4.14 In accordance with subsection 248(28), an individual may not deduct moving expenses if those expenses have already been deducted in computing income for the year or for a previous tax year, whether under section 62 or another provision.
4.15 Any portion of an individual’s moving expenses paid by someone else is not eligible for deduction by the individual. However, provided the conditions in ¶4.3 (or ¶4.4) and ¶4.13 are met, the CRA generally allows an individual to deduct moving expenses paid by the individual’s spouse or common-law partner. The CRA also allows spouses or common-law partners to decide how the deduction will be shared when they each have an eligible relocation as a result of the same change in residence. In all cases, the same moving expense can only be deducted once.
Timing of the deduction
4.16 An individual may not deduct moving expenses until they are paid. For example, where an individual moves and incurs a moving truck expense in year 1, but does not pay the invoice for the moving truck expense until year 2, the earliest that the moving expense could be deducted is in year 2 (subject to the conditions in ¶4.13).
4. 17 An individual may not deduct moving expenses paid in a year until the eligible relocation has occurred. For example, where an individual pre-pays a one-way airfare in year 1 in respect of an eligible relocation that does not occur until year 2, the earliest that the airfare expense may be deducted is in year 2 (subject to the conditions in ¶4.13).
4.18 If an employee or self-employed individual’s total moving expenses eligible for deduction exceed income at the new work location, the excess expenses can be deducted in a subsequent year, to the extent of the income at that work location for that subsequent year. An individual’s income at a new work location can include income from employment as well as income from carrying on a business at that new location. It can also include income from more than one employment or business at the new work location.
4.19 If a student’s total moving expenses eligible for deduction exceed the student’s income (as described in ¶4.13(c)), the excess expenses can be deducted in a subsequent year, to the extent of such income for that subsequent year.
Eligibility of moving expenses
4.20 To be eligible for the moving expense deduction, expenses must be paid in respect of an eligible relocation, as defined in ¶4.3 or 4.4.
4.21 In accordance with section 67, an expense that is otherwise deductible under section 62 can only be deducted up to an amount that is reasonable in the circumstances.
4.22 Under subsection 62(3), moving expenses that are eligible include expenses incurred as, or on account of:
- travel costs, including reasonable amounts spent for meals, lodging and the use of a vehicle (see ¶4.25) incurred in the process of moving the individual and members of the individual’s household from the old residence to the new residence.
The members of an individual’s household include individuals with close connections to the individual who live together as a family with the individual in the same self-contained domestic establishment, as well as their pets. Under subsection 248(1), a self-contained domestic establishment is a dwelling-house, apartment or other similar place of residence in which a person as a general rule sleeps and eats. A residence is considered to be a self-contained domestic establishment if it is a residential unit with restricted access and it is equipped with a kitchen, a bathroom, and a sleeping area.
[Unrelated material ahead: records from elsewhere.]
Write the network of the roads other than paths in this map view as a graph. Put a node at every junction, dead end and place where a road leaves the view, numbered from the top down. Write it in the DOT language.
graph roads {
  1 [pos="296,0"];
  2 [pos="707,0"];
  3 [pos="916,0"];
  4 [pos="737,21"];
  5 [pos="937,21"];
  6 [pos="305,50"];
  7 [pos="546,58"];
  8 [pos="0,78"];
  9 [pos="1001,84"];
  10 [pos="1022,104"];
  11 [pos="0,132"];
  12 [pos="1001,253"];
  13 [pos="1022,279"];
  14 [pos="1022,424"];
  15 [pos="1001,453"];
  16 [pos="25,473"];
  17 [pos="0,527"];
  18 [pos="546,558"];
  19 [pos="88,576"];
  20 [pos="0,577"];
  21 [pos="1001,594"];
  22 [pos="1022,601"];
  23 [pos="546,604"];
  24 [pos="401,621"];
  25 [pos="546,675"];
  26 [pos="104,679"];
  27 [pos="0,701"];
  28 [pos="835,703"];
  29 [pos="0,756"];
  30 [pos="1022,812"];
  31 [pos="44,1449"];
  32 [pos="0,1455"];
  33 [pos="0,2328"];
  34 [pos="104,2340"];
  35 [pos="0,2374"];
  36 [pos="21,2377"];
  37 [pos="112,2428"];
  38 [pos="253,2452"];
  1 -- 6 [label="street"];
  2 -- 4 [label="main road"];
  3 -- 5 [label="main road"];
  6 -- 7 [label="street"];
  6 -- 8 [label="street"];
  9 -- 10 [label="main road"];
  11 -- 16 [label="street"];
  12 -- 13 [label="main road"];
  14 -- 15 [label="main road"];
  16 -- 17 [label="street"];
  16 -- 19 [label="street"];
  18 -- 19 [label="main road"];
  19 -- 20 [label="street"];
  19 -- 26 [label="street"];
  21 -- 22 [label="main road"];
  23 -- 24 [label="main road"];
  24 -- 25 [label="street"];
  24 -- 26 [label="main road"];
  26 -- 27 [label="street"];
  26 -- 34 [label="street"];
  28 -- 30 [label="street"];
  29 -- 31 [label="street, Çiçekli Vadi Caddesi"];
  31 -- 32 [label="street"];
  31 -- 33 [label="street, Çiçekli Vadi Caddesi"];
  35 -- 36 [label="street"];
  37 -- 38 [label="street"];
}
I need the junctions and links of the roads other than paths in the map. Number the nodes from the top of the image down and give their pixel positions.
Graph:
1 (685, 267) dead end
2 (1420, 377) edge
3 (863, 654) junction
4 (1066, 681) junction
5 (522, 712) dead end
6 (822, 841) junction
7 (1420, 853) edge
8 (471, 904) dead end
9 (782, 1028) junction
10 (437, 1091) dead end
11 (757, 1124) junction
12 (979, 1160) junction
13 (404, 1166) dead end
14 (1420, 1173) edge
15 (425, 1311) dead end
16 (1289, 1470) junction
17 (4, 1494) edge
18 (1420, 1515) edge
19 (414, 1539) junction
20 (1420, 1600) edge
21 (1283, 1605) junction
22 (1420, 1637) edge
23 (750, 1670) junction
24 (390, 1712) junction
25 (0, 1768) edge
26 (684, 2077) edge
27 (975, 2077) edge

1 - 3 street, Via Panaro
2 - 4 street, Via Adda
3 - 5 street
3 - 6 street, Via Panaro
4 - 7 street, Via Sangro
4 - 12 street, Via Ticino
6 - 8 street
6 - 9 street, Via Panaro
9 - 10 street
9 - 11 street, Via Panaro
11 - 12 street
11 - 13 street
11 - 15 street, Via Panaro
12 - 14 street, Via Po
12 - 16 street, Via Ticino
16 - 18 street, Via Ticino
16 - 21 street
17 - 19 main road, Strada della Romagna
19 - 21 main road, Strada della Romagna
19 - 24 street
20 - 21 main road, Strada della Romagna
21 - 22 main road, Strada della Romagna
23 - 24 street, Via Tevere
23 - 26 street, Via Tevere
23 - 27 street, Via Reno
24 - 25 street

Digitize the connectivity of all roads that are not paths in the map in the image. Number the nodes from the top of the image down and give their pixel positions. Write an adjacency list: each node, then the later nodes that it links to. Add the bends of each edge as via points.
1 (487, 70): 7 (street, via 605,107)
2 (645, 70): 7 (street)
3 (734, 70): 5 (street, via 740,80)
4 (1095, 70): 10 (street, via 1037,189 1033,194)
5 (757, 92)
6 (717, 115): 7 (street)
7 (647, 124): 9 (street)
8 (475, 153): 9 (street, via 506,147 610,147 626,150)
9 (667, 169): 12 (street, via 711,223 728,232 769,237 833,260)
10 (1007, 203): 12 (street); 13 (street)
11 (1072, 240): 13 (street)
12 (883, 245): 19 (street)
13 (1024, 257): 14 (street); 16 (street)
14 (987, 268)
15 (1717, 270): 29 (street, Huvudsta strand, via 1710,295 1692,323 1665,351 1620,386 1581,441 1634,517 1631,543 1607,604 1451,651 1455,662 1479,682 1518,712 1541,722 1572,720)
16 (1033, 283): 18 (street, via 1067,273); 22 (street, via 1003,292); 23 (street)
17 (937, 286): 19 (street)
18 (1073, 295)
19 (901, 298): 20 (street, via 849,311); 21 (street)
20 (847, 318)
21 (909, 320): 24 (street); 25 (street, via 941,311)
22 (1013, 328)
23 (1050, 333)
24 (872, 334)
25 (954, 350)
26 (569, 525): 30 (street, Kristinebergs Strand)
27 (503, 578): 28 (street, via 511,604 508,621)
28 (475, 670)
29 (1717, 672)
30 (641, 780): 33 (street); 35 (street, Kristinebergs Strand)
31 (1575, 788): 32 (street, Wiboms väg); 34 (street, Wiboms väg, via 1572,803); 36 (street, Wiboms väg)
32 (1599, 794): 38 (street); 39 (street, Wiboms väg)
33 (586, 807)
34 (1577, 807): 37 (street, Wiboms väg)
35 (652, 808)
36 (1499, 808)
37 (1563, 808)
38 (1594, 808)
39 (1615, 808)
- the cost of transporting and storing household effects (including items such as boats and trailers) in the process of moving from the old residence to the new residence;
- the cost of meals and lodging incurred near the old residence or the new residence for a period not exceeding 15 days;
- the cost of cancelling a lease for the old residence. This may include penalties or administrative fees charged by the landlord for cancelling the lease agreement and forfeiture of the last month’s deposit. It is the CRA’s view that a lease would generally be cancelled when the terms of the lease allowing for the cancellation are satisfied or the lease is assigned (that is, another person takes over the lease with the permission of the landlord). A lease would generally not be cancelled where the individual sublets to another person because the lease between the individual and the landlord is not terminated.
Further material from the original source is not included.